Stored data:
<<<<
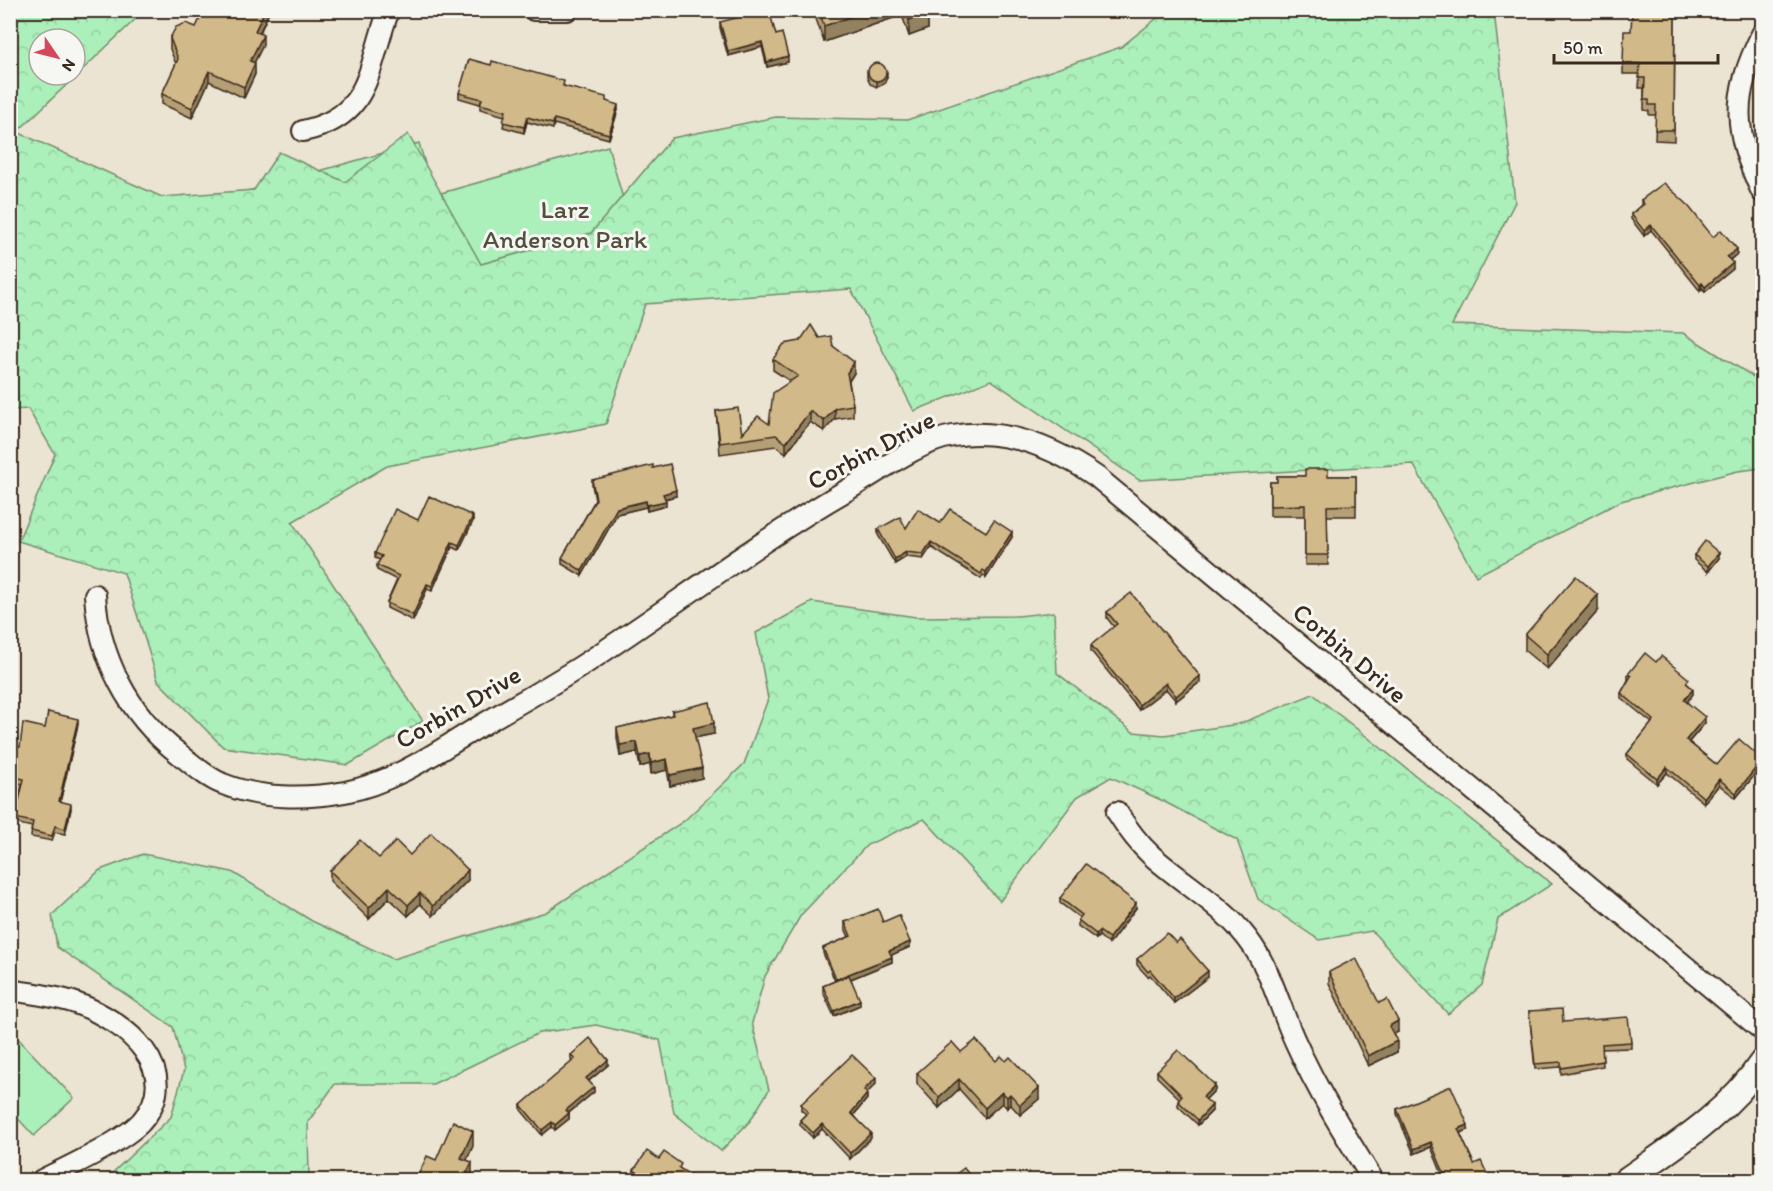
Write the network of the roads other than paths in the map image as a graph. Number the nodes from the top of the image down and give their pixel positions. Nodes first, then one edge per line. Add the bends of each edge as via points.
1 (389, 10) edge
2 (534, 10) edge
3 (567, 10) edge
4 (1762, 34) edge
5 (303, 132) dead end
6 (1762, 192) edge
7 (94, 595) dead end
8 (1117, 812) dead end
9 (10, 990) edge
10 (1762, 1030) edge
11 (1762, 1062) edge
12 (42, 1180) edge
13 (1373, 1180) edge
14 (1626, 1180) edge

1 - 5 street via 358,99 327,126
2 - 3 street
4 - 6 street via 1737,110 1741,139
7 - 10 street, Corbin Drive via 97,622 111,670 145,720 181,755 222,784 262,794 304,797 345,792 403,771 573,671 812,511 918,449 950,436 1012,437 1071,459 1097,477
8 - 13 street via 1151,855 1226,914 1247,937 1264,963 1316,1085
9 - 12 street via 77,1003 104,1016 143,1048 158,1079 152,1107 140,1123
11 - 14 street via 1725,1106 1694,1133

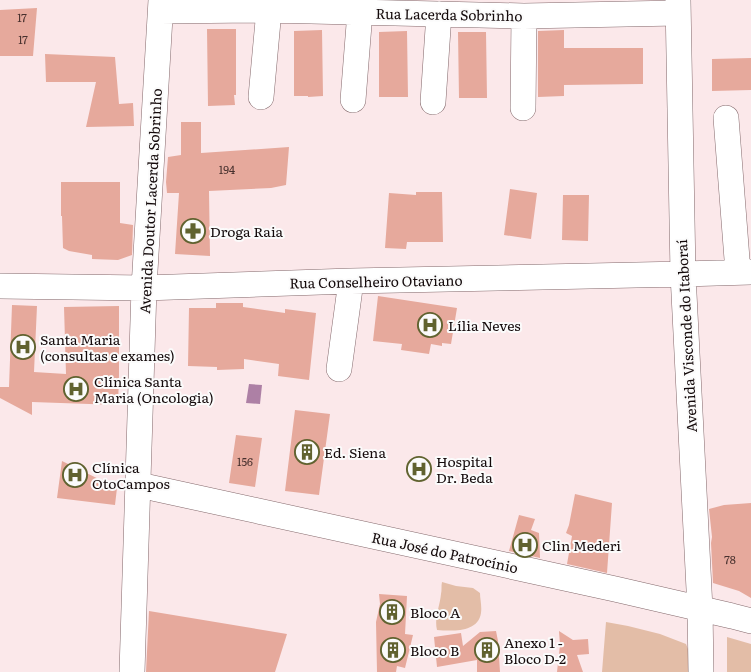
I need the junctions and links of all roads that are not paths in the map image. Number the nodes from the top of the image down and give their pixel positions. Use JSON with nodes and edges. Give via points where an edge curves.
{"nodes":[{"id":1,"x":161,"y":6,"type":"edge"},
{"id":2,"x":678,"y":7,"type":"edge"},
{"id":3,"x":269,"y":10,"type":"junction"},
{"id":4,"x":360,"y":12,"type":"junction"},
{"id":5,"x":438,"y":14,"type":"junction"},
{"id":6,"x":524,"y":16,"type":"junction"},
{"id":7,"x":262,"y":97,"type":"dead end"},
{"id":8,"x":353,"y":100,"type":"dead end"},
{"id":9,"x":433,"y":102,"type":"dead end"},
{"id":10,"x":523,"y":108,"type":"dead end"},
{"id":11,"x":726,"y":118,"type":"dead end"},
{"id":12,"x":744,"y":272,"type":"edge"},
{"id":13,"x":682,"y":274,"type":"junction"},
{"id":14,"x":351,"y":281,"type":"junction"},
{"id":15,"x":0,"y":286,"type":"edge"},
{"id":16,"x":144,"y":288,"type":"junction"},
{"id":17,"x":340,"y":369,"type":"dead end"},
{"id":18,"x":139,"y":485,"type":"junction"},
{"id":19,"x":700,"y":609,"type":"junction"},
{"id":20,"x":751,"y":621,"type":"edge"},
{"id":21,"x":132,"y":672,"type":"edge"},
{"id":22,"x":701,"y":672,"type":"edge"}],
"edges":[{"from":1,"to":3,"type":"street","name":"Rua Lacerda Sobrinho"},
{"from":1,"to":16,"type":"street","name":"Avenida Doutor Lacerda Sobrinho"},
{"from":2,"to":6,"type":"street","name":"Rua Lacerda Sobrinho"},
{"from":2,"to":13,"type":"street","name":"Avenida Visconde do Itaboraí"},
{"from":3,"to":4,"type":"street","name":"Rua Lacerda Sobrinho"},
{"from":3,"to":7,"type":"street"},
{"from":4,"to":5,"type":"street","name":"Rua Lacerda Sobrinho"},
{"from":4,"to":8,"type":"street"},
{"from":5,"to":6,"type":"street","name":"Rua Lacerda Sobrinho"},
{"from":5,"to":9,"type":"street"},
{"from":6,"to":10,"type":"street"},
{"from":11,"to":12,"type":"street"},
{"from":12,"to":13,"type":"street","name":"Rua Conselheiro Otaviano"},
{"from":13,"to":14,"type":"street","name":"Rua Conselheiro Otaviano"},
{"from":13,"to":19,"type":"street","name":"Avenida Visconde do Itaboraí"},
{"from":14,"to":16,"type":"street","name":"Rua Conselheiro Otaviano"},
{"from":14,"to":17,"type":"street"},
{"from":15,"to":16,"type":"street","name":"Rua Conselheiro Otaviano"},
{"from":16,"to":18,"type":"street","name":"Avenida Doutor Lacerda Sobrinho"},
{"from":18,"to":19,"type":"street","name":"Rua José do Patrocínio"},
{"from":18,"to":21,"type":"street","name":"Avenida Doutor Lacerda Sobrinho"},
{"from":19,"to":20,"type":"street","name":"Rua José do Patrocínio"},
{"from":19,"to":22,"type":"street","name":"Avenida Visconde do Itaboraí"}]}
>>>>
Problem description = All lines that hold the word "Conselheiro" should be copied from the data.

Exercise answer =
{"from":12,"to":13,"type":"street","name":"Rua Conselheiro Otaviano"},
{"from":13,"to":14,"type":"street","name":"Rua Conselheiro Otaviano"},
{"from":14,"to":16,"type":"street","name":"Rua Conselheiro Otaviano"},
{"from":15,"to":16,"type":"street","name":"Rua Conselheiro Otaviano"},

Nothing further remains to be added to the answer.